He was supposed to make dinner for me and my daughter so I could go to the swim class. My daughter was starving and I kept telling her, "Daddy's making dinner, we'll be home in a minute" but alas, he wasn't home. Again. "Where's Daddy?" "I don't know, honey." I called and left a message, but he never called me back.

So, later, I was cuddling with her in bed, then she brushed her teeth and we went into her room... this was about 9:00 last night. I say good night, go into the hallway, and think, "it's awfully dark, I thought I left a light on." I go out into the living room and he's passed out cold on the couch, snoring like a chainsaw. Never heard him come in. This time I wanted to know where he was. So I went through his jeans pockets. Found $200. I kept it. Got his keys and went through his truck. The first thing I did was look in the little box next to the driver's seat - I found, no joke, an unopened can of Coors beer, a bottle of Vicodin, a bottle of Demerol and two cans of chewing tobacco. When I went through his wallet, I found my necklace that's been missing for a month! He was supposed to take it to the jeweler to have it fixed. I put it on and wore it this morning. Never found any receipt of where he was though. The receipt from the ATM says 6:05 p.m. His cell phone indicates he picked up my voicemail that I left at 7:00 at 8:00 but didn't see fit to call me back. I took the Vicodin and Demerol and hid it - although I seriously doubt he would combine that with alcohol. They're somewhat old and it may have been a coincidence. I put the chewing tobacco and Coors on the dash with a note. I simply wrote "LIAR". So I went back into the house and almost wrote something obscene on his forehead. Then I thought I'd put shaving cream in his hand. But then I thought nah, the silent treatment will be good enough.
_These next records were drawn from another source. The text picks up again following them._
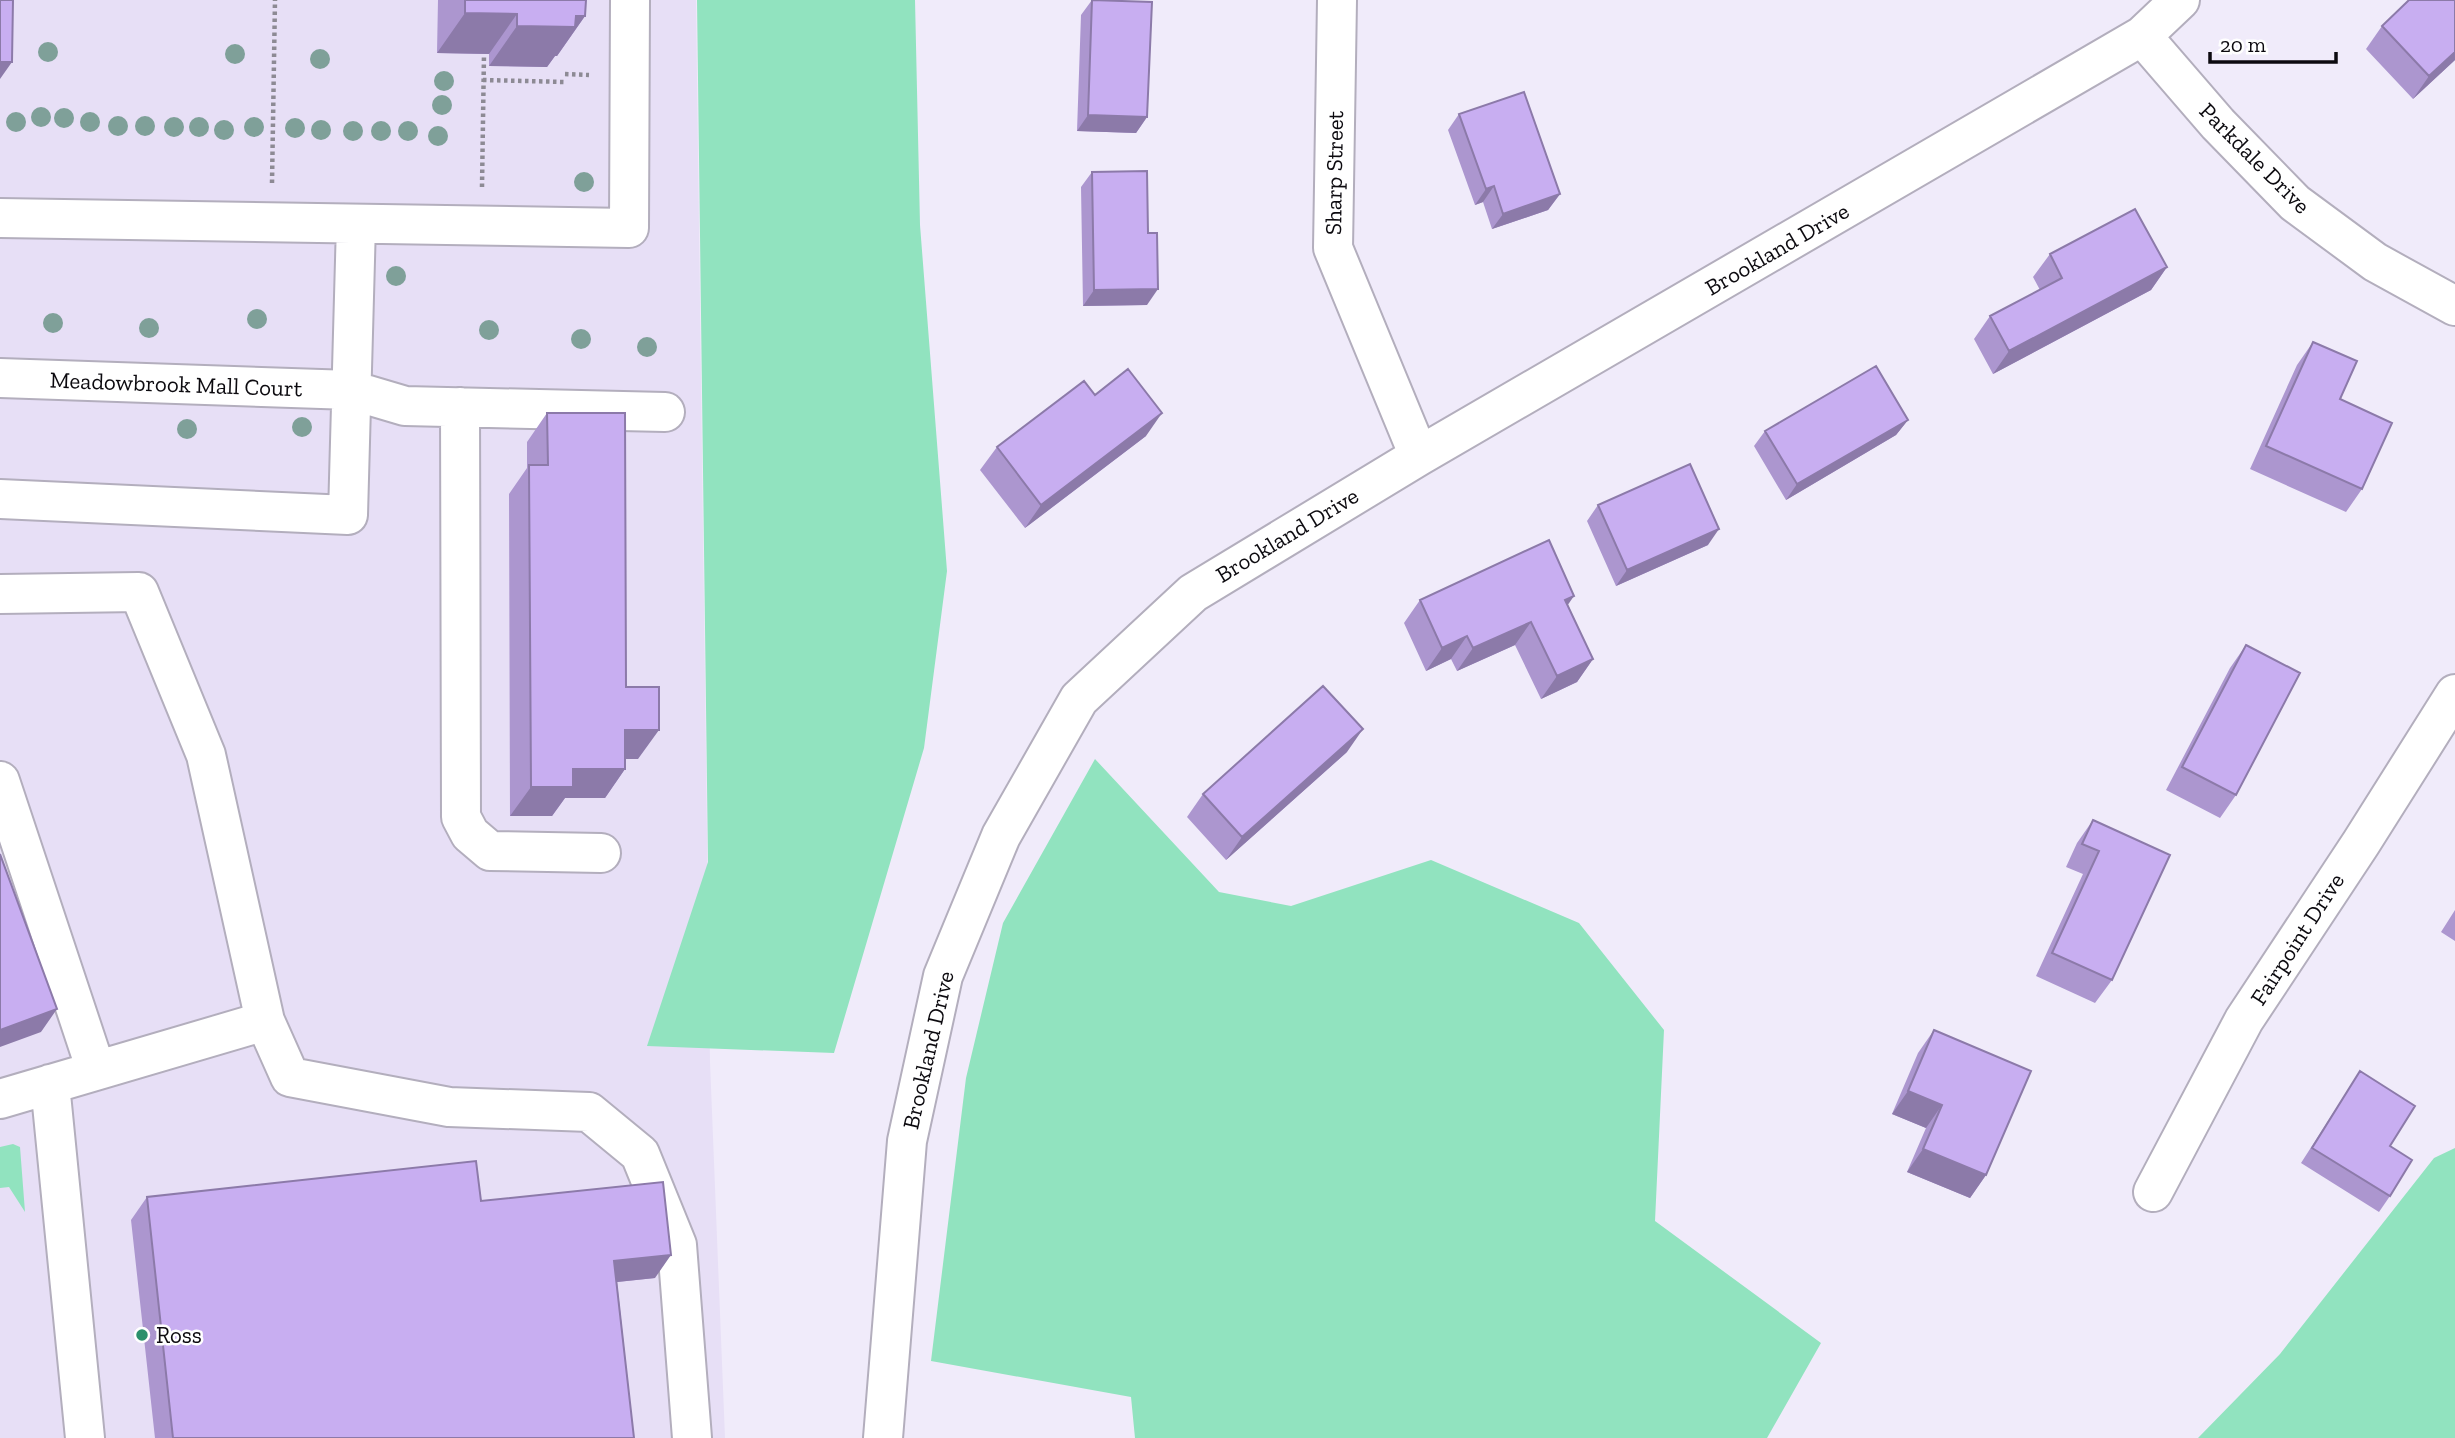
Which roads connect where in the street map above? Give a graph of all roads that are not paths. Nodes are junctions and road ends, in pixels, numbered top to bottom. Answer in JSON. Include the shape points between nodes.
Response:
{"nodes":[{"id":1,"x":630,"y":0,"type":"edge"},
{"id":2,"x":1337,"y":0,"type":"edge"},
{"id":3,"x":2180,"y":0,"type":"edge"},
{"id":4,"x":2141,"y":36,"type":"junction"},
{"id":5,"x":0,"y":218,"type":"edge"},
{"id":6,"x":356,"y":224,"type":"junction"},
{"id":7,"x":2455,"y":306,"type":"edge"},
{"id":8,"x":0,"y":378,"type":"edge"},
{"id":9,"x":351,"y":390,"type":"junction"},
{"id":10,"x":460,"y":407,"type":"junction"},
{"id":11,"x":665,"y":411,"type":"dead end"},
{"id":12,"x":1419,"y":456,"type":"junction"},
{"id":13,"x":0,"y":499,"type":"edge"},
{"id":14,"x":0,"y":594,"type":"edge"},
{"id":15,"x":2455,"y":694,"type":"edge"},
{"id":16,"x":0,"y":781,"type":"edge"},
{"id":17,"x":601,"y":852,"type":"dead end"},
{"id":18,"x":265,"y":1021,"type":"junction"},
{"id":19,"x":96,"y":1070,"type":"junction"},
{"id":20,"x":50,"y":1084,"type":"junction"},
{"id":21,"x":0,"y":1099,"type":"edge"},
{"id":22,"x":2153,"y":1192,"type":"dead end"},
{"id":23,"x":85,"y":1438,"type":"edge"},
{"id":24,"x":692,"y":1438,"type":"edge"},
{"id":25,"x":883,"y":1438,"type":"edge"}],
"edges":[{"from":1,"to":6,"type":"street","via":[[629,228]]},
{"from":2,"to":12,"type":"street","name":"Sharp Street","via":[[1333,248]]},
{"from":3,"to":4,"type":"street","name":"Brookland Drive"},
{"from":4,"to":7,"type":"street","name":"Parkdale Drive","via":[[2295,203],[2375,262]]},
{"from":4,"to":12,"type":"street","name":"Brookland Drive"},
{"from":5,"to":6,"type":"street"},
{"from":6,"to":9,"type":"street"},
{"from":8,"to":9,"type":"street","name":"Meadowbrook Mall Court"},
{"from":9,"to":10,"type":"street","name":"Meadowbrook Mall Court","via":[[404,406]]},
{"from":9,"to":13,"type":"street","via":[[348,515]]},
{"from":10,"to":11,"type":"street","name":"Meadowbrook Mall Court"},
{"from":10,"to":17,"type":"street","via":[[461,817],[470,834],[490,851]]},
{"from":12,"to":25,"type":"street","name":"Brookland Drive","via":[[1193,593],[1079,699],[1001,836],[943,976],[906,1141]]},
{"from":14,"to":18,"type":"street","via":[[139,592],[206,754]]},
{"from":15,"to":22,"type":"street","name":"Fairpoint Drive","via":[[2244,1020]]},
{"from":16,"to":19,"type":"street"},
{"from":18,"to":19,"type":"street"},
{"from":18,"to":24,"type":"street","via":[[290,1077],[449,1107],[589,1112],[640,1154],[677,1245]]},
{"from":19,"to":20,"type":"street"},
{"from":20,"to":21,"type":"street"},
{"from":20,"to":23,"type":"street"}]}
So this morning rolls around. I get up at 6 and walk. I get back at 6:30 and went back to bed. He walks through the bedroom at 7:30 and says, sorry I didn't call you last night. I went to Farmer's Market and to Alfredo's, had a couple of beers and a shot, didn't have anything to eat - sat in my truck for a while, drove home and stopped at burger king to get something to eat. I ignore him and get up. Ashley and I are in the bathroom, putting things away. He comes in to say goodbye. He touched my back and said, "looks like your rash is going away". I ignore him. He says, "oh you found your necklace". I ignore him. He says, "what? are you going to ignore me?" I simply said I wasn't in a frame of mind to speak to him right now. He says, ok and leaves. whew.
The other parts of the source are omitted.